1. Introduction
[1.1] When I was in grad school in 2012, I designed an activity for our Intro to Television class called "Connected Screening," where students were encouraged to bring their phones and laptops. The class had a designated screening period, but it became clear a year into my time teaching the class that the days of students sitting quietly in a darkened theater without checking their phones or being on their laptops was over. "Connected Screening" was how they watched TV at home, even TV they were really interested in, and I thought it was important that the class acknowledged this. And so, for one screening week, a lecture on social media transitioned into a screening where students were asked to tweet using a designated hashtag on Twitter, with the tweets appearing on the screen next to—among other screenings—Dr. Horrible's Sing-Along Blog (2008).
[1.2] As part of this activity, we gave students the Twitter handles for the stars and producers of the shows in question, encouraging them to attempt to use social media to bridge the gap between audience and industry. We laid out the three stars of Dr. Horrible: Neil Patrick Harris, Nathan Fillion, and Felicia Day, all of whom have significant Twitter followings. However, I would always also remark that while Harris and Fillion had large followings, Day was far more active with her followers, given the centrality of her social media profile to her celebrity (Ellcessor 2012). Yet no matter how many times I told this story, our students always tweeted at Neil Patrick Harris, believing that he could possibly reply. While it was called the "Connected" screening because of its use of technology, it was also clearly about the class feeling like they could connect to the industry that we were studying—so when Scrubs (2001–10) creator Bill Lawrence crashed the course hashtag in its first semester and joined in a conversation about Scrubs in its second, and when Neil Patrick Harris did eventually reply to my promise to eat a shoe if he did, that connection became tangible, and spoke to the transformative potential of social media in relation to the television industry.
[1.3] What it didn't speak to, however, are the challenges that come when you move this connection beyond a contained experiment to the day-to-day business of making and watching television.
2. Social TV in 2018
[2.1] In 2007, New Review of Film and Television Studies released a special issue on "TVIII," marking what they saw as moving "into, or towards, a new television age" (Creeber and Hills 2007). In that issue, Derek Johnson wrote an article entitled "Inviting Audiences In," discussing how changes in both production and consumption are reorganizing the relationship between the audience and the industry. The article considers how the changes brought on by convergence culture can increase both the potential for audience investment and the inevitability that such investment could conflict with the corporate interests of the industry.

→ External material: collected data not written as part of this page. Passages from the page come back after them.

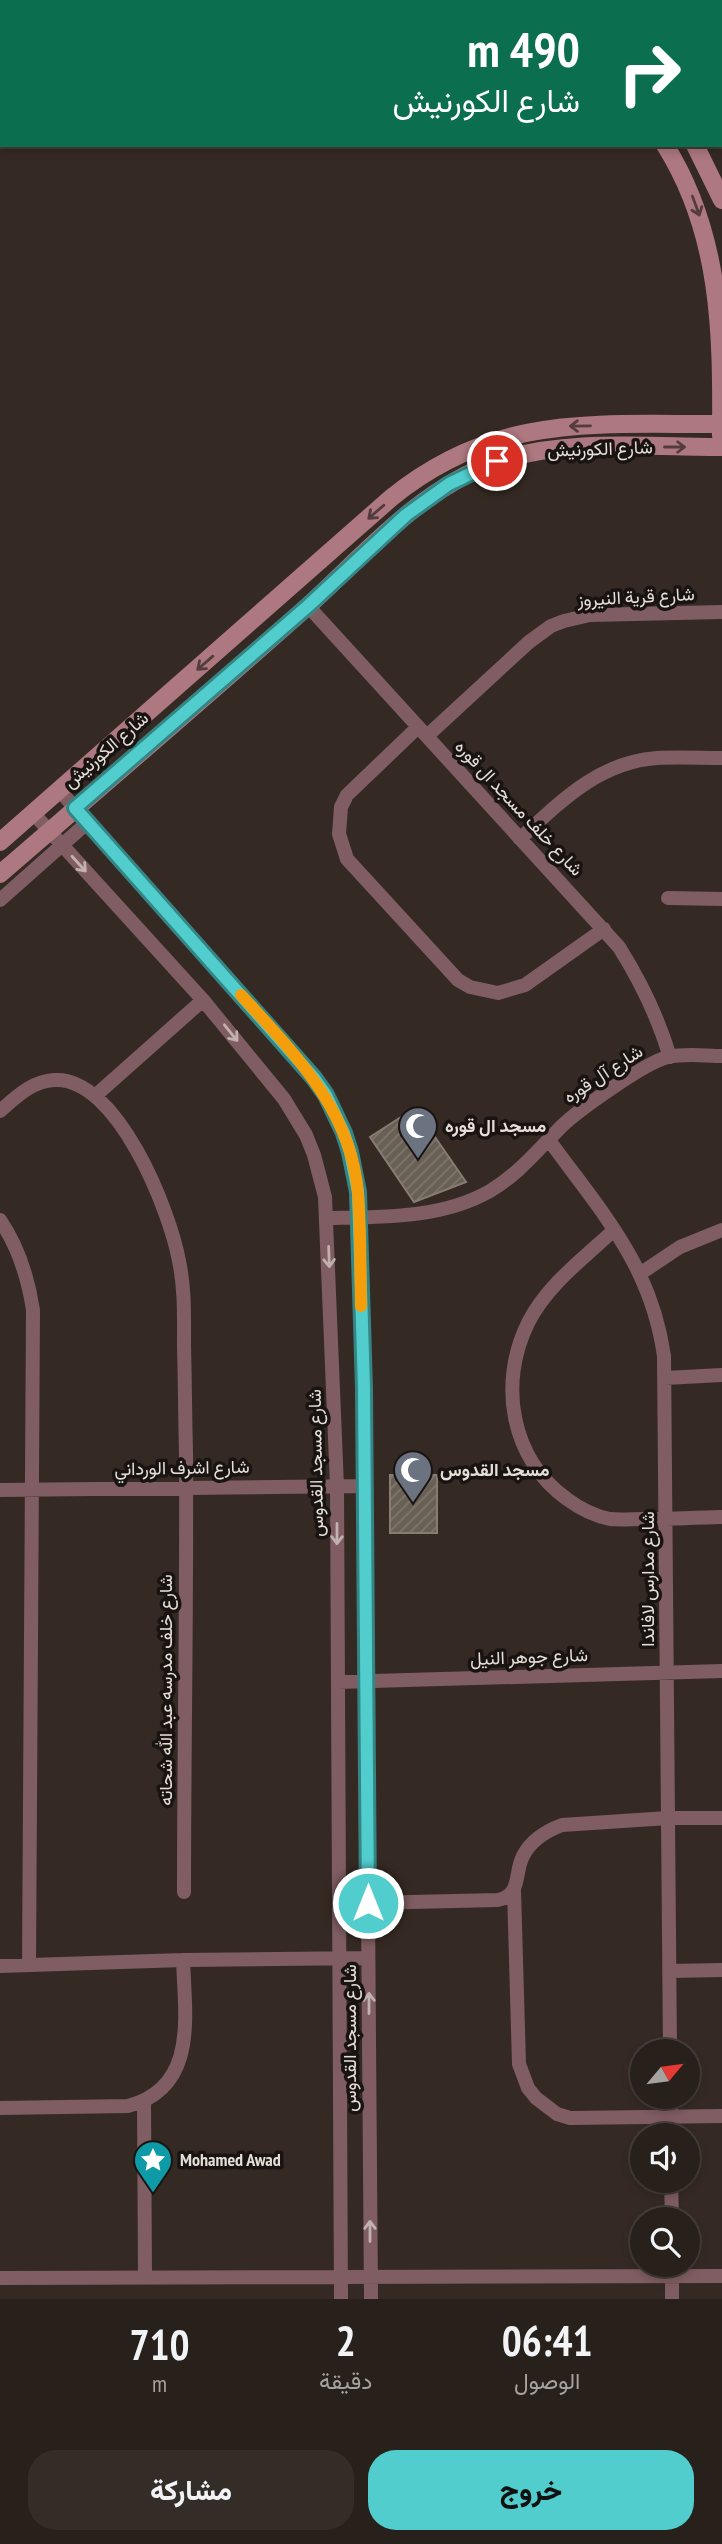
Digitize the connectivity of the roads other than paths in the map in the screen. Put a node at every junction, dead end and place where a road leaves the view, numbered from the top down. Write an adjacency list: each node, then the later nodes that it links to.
1 (666, 147): 4 (street, one-way to 4)
2 (696, 147): 3 (street)
3 (722, 200)
4 (722, 424): 5 (street); 10 (street, شارع الكورنيش, one-way to 10)
5 (721, 447): 6 (street, شارع الكورنيش, one-way to 5)
6 (308, 606): 8 (street, شارع خلف مسجد ال قوره); 12 (street, شارع الكورنيش)
7 (722, 612): 8 (street, شارع قرية النيروز)
8 (423, 732): 14 (street, شارع خلف مسجد ال قوره); 21 (street, شارع قرية النيروز)
9 (722, 758): 14 (street)
10 (60, 790): 11 (street, شارع الكورنيش); 12 (street, شارع مسجد القدوس)
11 (33, 814): 13 (street, شارع مسجد القدوس); 15 (street, شارع الكورنيش)
12 (82, 815): 13 (street, شارع الكورنيش); 16 (street); 29 (street, شارع مسجد القدوس)
13 (49, 831): 16 (street, شارع مسجد القدوس); 17 (street, شارع الكورنيش)
14 (520, 839): 21 (street, شارع خلف مسجد ال قوره)
15 (0, 842)
16 (62, 845): 20 (street); 22 (street, شارع مسجد القدوس, one-way to 22)
17 (0, 874)
18 (668, 898): 19 (street)
19 (722, 899)
20 (0, 900)
21 (604, 929): 24 (street, شارع خلف مسجد ال قوره)
22 (203, 1000): 25 (street); 28 (street, شارع مسجد القدوس, one-way to 28)
23 (722, 1056): 24 (street, شارع آل قوره)
24 (670, 1057): 27 (street, شارع آل قوره)
25 (94, 1096): 26 (street); 38 (street, شارع خلف مدرسه عبد الله شحاته)
26 (0, 1111)
27 (549, 1140): 29 (street, شارع آل قوره); 31 (street, شارع مدارس لافاندا)
28 (327, 1218): 29 (street, شارع آل قوره); 36 (street, شارع مسجد القدوس, one-way to 36)
29 (359, 1218): 37 (street, شارع مسجد القدوس)
30 (0, 1220): 39 (street)
31 (614, 1230): 33 (street, شارع مدارس لافاندا); 42 (street)
32 (722, 1230): 33 (street)
33 (641, 1273): 35 (street, شارع مدارس لافاندا)
34 (722, 1375): 35 (street)
35 (666, 1378): 42 (street, شارع مدارس لافاندا)
36 (337, 1486): 37 (street, شارع اشرف الورداني); 38 (street, شارع اشرف الورداني); 46 (street, شارع مسجد القدوس, one-way to 46)
37 (365, 1486): 45 (street, شارع مسجد القدوس)
38 (186, 1488): 39 (street, شارع اشرف الورداني); 50 (street, شارع خلف مدرسه عبد الله شحاته)
39 (30, 1489): 40 (street, شارع اشرف الورداني); 55 (street)
40 (0, 1490)
41 (722, 1517): 42 (street)
42 (666, 1519): 44 (street, شارع مدارس لافاندا)
43 (722, 1671): 44 (street, شارع جوهر النيل)
44 (668, 1673): 45 (street, شارع جوهر النيل); 47 (street, شارع مدارس لافاندا)
45 (366, 1681): 46 (street, شارع جوهر النيل); 51 (street, شارع مسجد القدوس)
46 (338, 1682): 53 (street, شارع مسجد القدوس)
47 (668, 1818): 48 (street); 49 (street); 57 (street, شارع مدارس لافاندا)
48 (722, 1818)
49 (514, 1890): 51 (street); 64 (street)
50 (184, 1892)
51 (368, 1903): 52 (street, شارع مسجد القدوس)
52 (368, 1958): 53 (street); 70 (street, شارع مسجد القدوس, one-way to 52)
53 (339, 1959): 54 (street); 69 (street, شارع مسجد القدوس)
54 (183, 1960): 55 (street); 60 (street)
55 (29, 1965): 56 (street)
56 (0, 1966)
57 (670, 1970): 58 (street); 59 (street, شارع مدارس لافاندا)
58 (722, 1970)
59 (670, 2039)
60 (144, 2102): 61 (street); 73 (street)
61 (0, 2108)
62 (671, 2109): 64 (street)
63 (722, 2116): 64 (street)
64 (671, 2118): 65 (street)
65 (671, 2123)
66 (630, 2271): 70 (street)
67 (700, 2273): 68 (street)
68 (722, 2276)
69 (341, 2277): 70 (street); 73 (street); 74 (street, شارع مسجد القدوس)
70 (371, 2277): 75 (street, شارع مسجد القدوس)
71 (672, 2277): 76 (street)
72 (0, 2278): 73 (street)
73 (145, 2278)
74 (341, 2299)
75 (371, 2299)
76 (672, 2299)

[2.2] At the time, these invitations were primarily through the form of online transmedia experiences, typically reserved for serialized series like Lost (2004–10) or Heroes (2006–10) aimed at genre fans, which delivered alternate reality games, tie-in comics, and so on. It was exemplars of convergence like these that Henry Jenkins highlighted in Convergence Culture (2006, rev. 2008), but the changes brought by increased intersections between different media industries were limited only by the speed of technological change. In 2007, the relationship between the television industry and new media technology was reshaped by two key developments. In June, Apple released the first iPhone, beginning the age of the smartphone and a huge percentage of TV viewers watching programming while multitasking on the tiny computer in their hand. Three months earlier, Twitter made its breakthrough at the South by Southwest festival in Austin, creating a platform that would eventually give audiences a tool to broadcast their engagement and connect with the people behind their favorite shows. It was these developments that inspired the connected screening, which in 2012 still felt like it was something reserved for certain types of shows, if a larger sampling than the transmedia experiences that once defined television convergence.
[2.3] But in 2018, the future brought on by these changes means that no television fan needs an invitation to engage with their favorite television show. Between Twitter, Facebook, Tumblr, Instagram, and Snapchat, every TV show is in some way connected to social media. While the degree to which a given show's audience engages in this space will vary, the potential is there for any show's audience to connect in an online environment. Every fall, I give my television studies students the assignment to track the Twitter conversation around the new series debuting that season. Even before a show debuts, networks and channels are building a social presence and working to engage potential fans. While the audience may not need an invitation, the industry is going to give them one anyway, putting hashtags on the screen and working to shape engagement to the benefit of their marketing strategies.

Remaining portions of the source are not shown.